- **ACTIVITY**
Without including any pictures, write out all the records word for word.

START DATA EXCERPTS

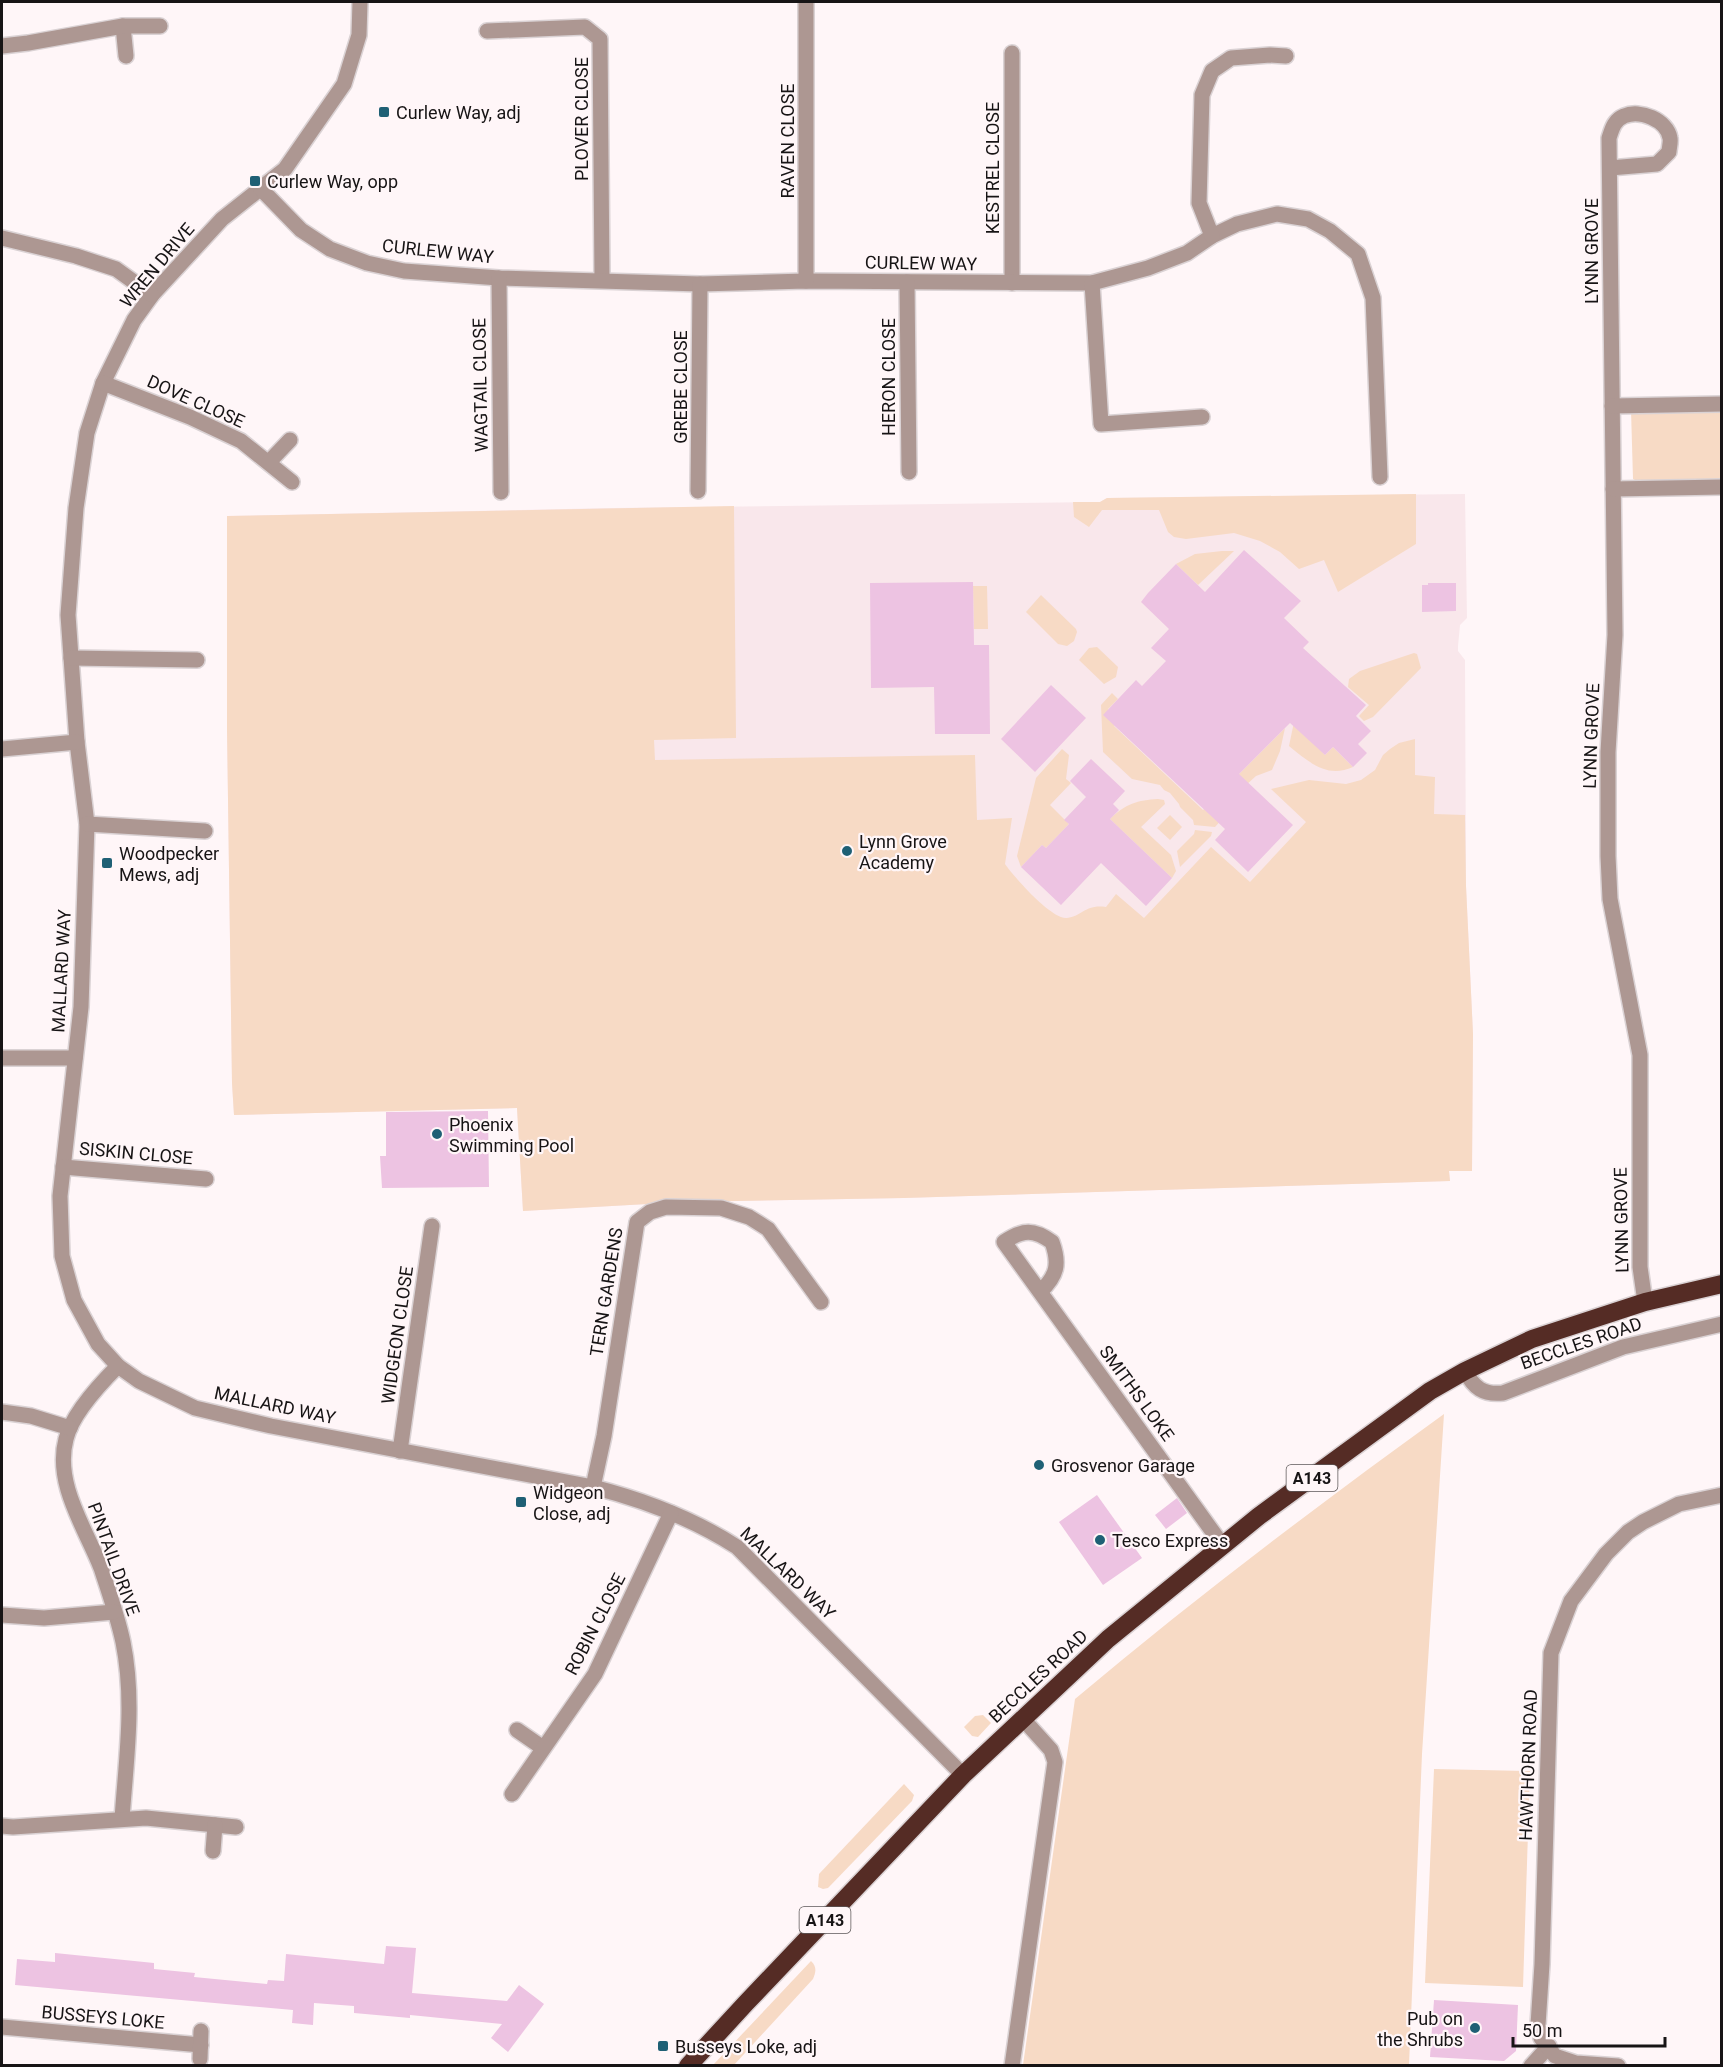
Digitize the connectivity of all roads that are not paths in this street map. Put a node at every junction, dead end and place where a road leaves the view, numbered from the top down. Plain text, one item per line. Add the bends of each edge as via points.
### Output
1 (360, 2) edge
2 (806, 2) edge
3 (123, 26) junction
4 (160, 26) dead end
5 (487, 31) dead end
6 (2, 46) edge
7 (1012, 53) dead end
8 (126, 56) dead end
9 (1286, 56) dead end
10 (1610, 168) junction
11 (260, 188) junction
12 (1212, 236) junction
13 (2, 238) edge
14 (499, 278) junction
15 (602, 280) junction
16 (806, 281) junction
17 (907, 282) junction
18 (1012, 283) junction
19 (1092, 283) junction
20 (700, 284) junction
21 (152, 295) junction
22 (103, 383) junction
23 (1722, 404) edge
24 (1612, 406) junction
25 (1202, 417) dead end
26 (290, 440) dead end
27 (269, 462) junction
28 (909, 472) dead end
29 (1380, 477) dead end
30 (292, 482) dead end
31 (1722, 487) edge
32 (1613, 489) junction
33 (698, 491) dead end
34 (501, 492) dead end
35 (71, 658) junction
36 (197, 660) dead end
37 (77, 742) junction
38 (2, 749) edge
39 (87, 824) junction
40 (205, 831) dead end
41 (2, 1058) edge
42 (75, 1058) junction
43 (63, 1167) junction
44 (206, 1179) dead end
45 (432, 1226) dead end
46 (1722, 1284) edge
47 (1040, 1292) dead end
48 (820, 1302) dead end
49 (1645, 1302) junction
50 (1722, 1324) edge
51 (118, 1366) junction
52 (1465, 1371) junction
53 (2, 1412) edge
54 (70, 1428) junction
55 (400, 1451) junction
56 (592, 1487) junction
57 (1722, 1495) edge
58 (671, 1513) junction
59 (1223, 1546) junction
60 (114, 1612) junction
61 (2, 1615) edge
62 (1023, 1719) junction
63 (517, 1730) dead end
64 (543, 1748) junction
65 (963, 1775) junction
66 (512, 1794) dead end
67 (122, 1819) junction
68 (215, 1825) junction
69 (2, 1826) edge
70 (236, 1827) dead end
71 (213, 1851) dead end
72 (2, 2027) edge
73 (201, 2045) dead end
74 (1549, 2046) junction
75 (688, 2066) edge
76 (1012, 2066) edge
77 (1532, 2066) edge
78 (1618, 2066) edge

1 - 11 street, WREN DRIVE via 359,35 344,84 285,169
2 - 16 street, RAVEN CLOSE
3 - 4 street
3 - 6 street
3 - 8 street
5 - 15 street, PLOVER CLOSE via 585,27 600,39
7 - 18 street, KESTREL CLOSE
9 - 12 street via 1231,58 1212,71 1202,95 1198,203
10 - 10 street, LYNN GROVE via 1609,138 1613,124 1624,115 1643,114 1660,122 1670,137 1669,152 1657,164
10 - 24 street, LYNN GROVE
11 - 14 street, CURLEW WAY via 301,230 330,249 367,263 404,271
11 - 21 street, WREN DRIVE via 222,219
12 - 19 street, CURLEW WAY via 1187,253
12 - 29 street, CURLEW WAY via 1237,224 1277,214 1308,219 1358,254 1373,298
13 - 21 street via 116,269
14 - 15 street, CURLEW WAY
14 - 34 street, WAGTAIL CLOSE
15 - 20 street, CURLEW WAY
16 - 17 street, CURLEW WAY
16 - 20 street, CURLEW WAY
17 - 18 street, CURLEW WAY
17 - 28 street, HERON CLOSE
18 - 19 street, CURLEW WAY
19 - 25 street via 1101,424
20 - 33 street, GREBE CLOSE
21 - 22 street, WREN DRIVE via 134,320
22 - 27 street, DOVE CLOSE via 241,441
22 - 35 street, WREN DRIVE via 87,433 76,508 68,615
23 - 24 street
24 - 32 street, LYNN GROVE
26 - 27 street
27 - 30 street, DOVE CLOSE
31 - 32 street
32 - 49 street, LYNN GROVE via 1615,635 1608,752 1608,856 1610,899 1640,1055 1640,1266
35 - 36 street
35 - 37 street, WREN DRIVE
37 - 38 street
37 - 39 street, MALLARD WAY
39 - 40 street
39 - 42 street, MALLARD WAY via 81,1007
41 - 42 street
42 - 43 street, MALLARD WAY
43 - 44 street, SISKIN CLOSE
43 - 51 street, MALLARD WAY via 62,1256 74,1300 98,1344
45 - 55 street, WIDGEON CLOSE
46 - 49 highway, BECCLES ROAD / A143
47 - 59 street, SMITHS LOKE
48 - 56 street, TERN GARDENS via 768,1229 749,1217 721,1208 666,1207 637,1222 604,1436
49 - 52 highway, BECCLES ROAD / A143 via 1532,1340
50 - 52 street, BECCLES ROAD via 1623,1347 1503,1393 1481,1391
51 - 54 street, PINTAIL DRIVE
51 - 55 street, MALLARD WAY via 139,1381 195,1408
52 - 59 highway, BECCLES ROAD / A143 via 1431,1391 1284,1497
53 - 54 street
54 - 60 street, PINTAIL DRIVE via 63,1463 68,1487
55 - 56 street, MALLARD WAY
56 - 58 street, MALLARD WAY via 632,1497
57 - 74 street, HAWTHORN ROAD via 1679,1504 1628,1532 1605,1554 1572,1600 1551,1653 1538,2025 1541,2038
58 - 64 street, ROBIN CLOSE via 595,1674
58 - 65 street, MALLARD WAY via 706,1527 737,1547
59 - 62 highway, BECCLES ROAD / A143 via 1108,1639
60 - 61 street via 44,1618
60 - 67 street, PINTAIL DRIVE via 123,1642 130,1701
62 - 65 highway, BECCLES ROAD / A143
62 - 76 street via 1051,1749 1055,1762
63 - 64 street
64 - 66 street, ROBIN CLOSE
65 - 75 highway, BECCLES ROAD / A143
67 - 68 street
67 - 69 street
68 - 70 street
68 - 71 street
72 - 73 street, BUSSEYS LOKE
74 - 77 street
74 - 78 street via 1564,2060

END DATA EXCERPTS

- **RESPONSE AREA**
Digitize the connectivity of all roads that are not paths in this street map. Put a node at every junction, dead end and place where a road leaves the view, numbered from the top down. Plain text, one item per line. Add the bends of each edge as via points.
### Output
1 (360, 2) edge
2 (806, 2) edge
3 (123, 26) junction
4 (160, 26) dead end
5 (487, 31) dead end
6 (2, 46) edge
7 (1012, 53) dead end
8 (126, 56) dead end
9 (1286, 56) dead end
10 (1610, 168) junction
11 (260, 188) junction
12 (1212, 236) junction
13 (2, 238) edge
14 (499, 278) junction
15 (602, 280) junction
16 (806, 281) junction
17 (907, 282) junction
18 (1012, 283) junction
19 (1092, 283) junction
20 (700, 284) junction
21 (152, 295) junction
22 (103, 383) junction
23 (1722, 404) edge
24 (1612, 406) junction
25 (1202, 417) dead end
26 (290, 440) dead end
27 (269, 462) junction
28 (909, 472) dead end
29 (1380, 477) dead end
30 (292, 482) dead end
31 (1722, 487) edge
32 (1613, 489) junction
33 (698, 491) dead end
34 (501, 492) dead end
35 (71, 658) junction
36 (197, 660) dead end
37 (77, 742) junction
38 (2, 749) edge
39 (87, 824) junction
40 (205, 831) dead end
41 (2, 1058) edge
42 (75, 1058) junction
43 (63, 1167) junction
44 (206, 1179) dead end
45 (432, 1226) dead end
46 (1722, 1284) edge
47 (1040, 1292) dead end
48 (820, 1302) dead end
49 (1645, 1302) junction
50 (1722, 1324) edge
51 (118, 1366) junction
52 (1465, 1371) junction
53 (2, 1412) edge
54 (70, 1428) junction
55 (400, 1451) junction
56 (592, 1487) junction
57 (1722, 1495) edge
58 (671, 1513) junction
59 (1223, 1546) junction
60 (114, 1612) junction
61 (2, 1615) edge
62 (1023, 1719) junction
63 (517, 1730) dead end
64 (543, 1748) junction
65 (963, 1775) junction
66 (512, 1794) dead end
67 (122, 1819) junction
68 (215, 1825) junction
69 (2, 1826) edge
70 (236, 1827) dead end
71 (213, 1851) dead end
72 (2, 2027) edge
73 (201, 2045) dead end
74 (1549, 2046) junction
75 (688, 2066) edge
76 (1012, 2066) edge
77 (1532, 2066) edge
78 (1618, 2066) edge

1 - 11 street, WREN DRIVE via 359,35 344,84 285,169
2 - 16 street, RAVEN CLOSE
3 - 4 street
3 - 6 street
3 - 8 street
5 - 15 street, PLOVER CLOSE via 585,27 600,39
7 - 18 street, KESTREL CLOSE
9 - 12 street via 1231,58 1212,71 1202,95 1198,203
10 - 10 street, LYNN GROVE via 1609,138 1613,124 1624,115 1643,114 1660,122 1670,137 1669,152 1657,164
10 - 24 street, LYNN GROVE
11 - 14 street, CURLEW WAY via 301,230 330,249 367,263 404,271
11 - 21 street, WREN DRIVE via 222,219
12 - 19 street, CURLEW WAY via 1187,253
12 - 29 street, CURLEW WAY via 1237,224 1277,214 1308,219 1358,254 1373,298
13 - 21 street via 116,269
14 - 15 street, CURLEW WAY
14 - 34 street, WAGTAIL CLOSE
15 - 20 street, CURLEW WAY
16 - 17 street, CURLEW WAY
16 - 20 street, CURLEW WAY
17 - 18 street, CURLEW WAY
17 - 28 street, HERON CLOSE
18 - 19 street, CURLEW WAY
19 - 25 street via 1101,424
20 - 33 street, GREBE CLOSE
21 - 22 street, WREN DRIVE via 134,320
22 - 27 street, DOVE CLOSE via 241,441
22 - 35 street, WREN DRIVE via 87,433 76,508 68,615
23 - 24 street
24 - 32 street, LYNN GROVE
26 - 27 street
27 - 30 street, DOVE CLOSE
31 - 32 street
32 - 49 street, LYNN GROVE via 1615,635 1608,752 1608,856 1610,899 1640,1055 1640,1266
35 - 36 street
35 - 37 street, WREN DRIVE
37 - 38 street
37 - 39 street, MALLARD WAY
39 - 40 street
39 - 42 street, MALLARD WAY via 81,1007
41 - 42 street
42 - 43 street, MALLARD WAY
43 - 44 street, SISKIN CLOSE
43 - 51 street, MALLARD WAY via 62,1256 74,1300 98,1344
45 - 55 street, WIDGEON CLOSE
46 - 49 highway, BECCLES ROAD / A143
47 - 59 street, SMITHS LOKE
48 - 56 street, TERN GARDENS via 768,1229 749,1217 721,1208 666,1207 637,1222 604,1436
49 - 52 highway, BECCLES ROAD / A143 via 1532,1340
50 - 52 street, BECCLES ROAD via 1623,1347 1503,1393 1481,1391
51 - 54 street, PINTAIL DRIVE
51 - 55 street, MALLARD WAY via 139,1381 195,1408
52 - 59 highway, BECCLES ROAD / A143 via 1431,1391 1284,1497
53 - 54 street
54 - 60 street, PINTAIL DRIVE via 63,1463 68,1487
55 - 56 street, MALLARD WAY
56 - 58 street, MALLARD WAY via 632,1497
57 - 74 street, HAWTHORN ROAD via 1679,1504 1628,1532 1605,1554 1572,1600 1551,1653 1538,2025 1541,2038
58 - 64 street, ROBIN CLOSE via 595,1674
58 - 65 street, MALLARD WAY via 706,1527 737,1547
59 - 62 highway, BECCLES ROAD / A143 via 1108,1639
60 - 61 street via 44,1618
60 - 67 street, PINTAIL DRIVE via 123,1642 130,1701
62 - 65 highway, BECCLES ROAD / A143
62 - 76 street via 1051,1749 1055,1762
63 - 64 street
64 - 66 street, ROBIN CLOSE
65 - 75 highway, BECCLES ROAD / A143
67 - 68 street
67 - 69 street
68 - 70 street
68 - 71 street
72 - 73 street, BUSSEYS LOKE
74 - 77 street
74 - 78 street via 1564,2060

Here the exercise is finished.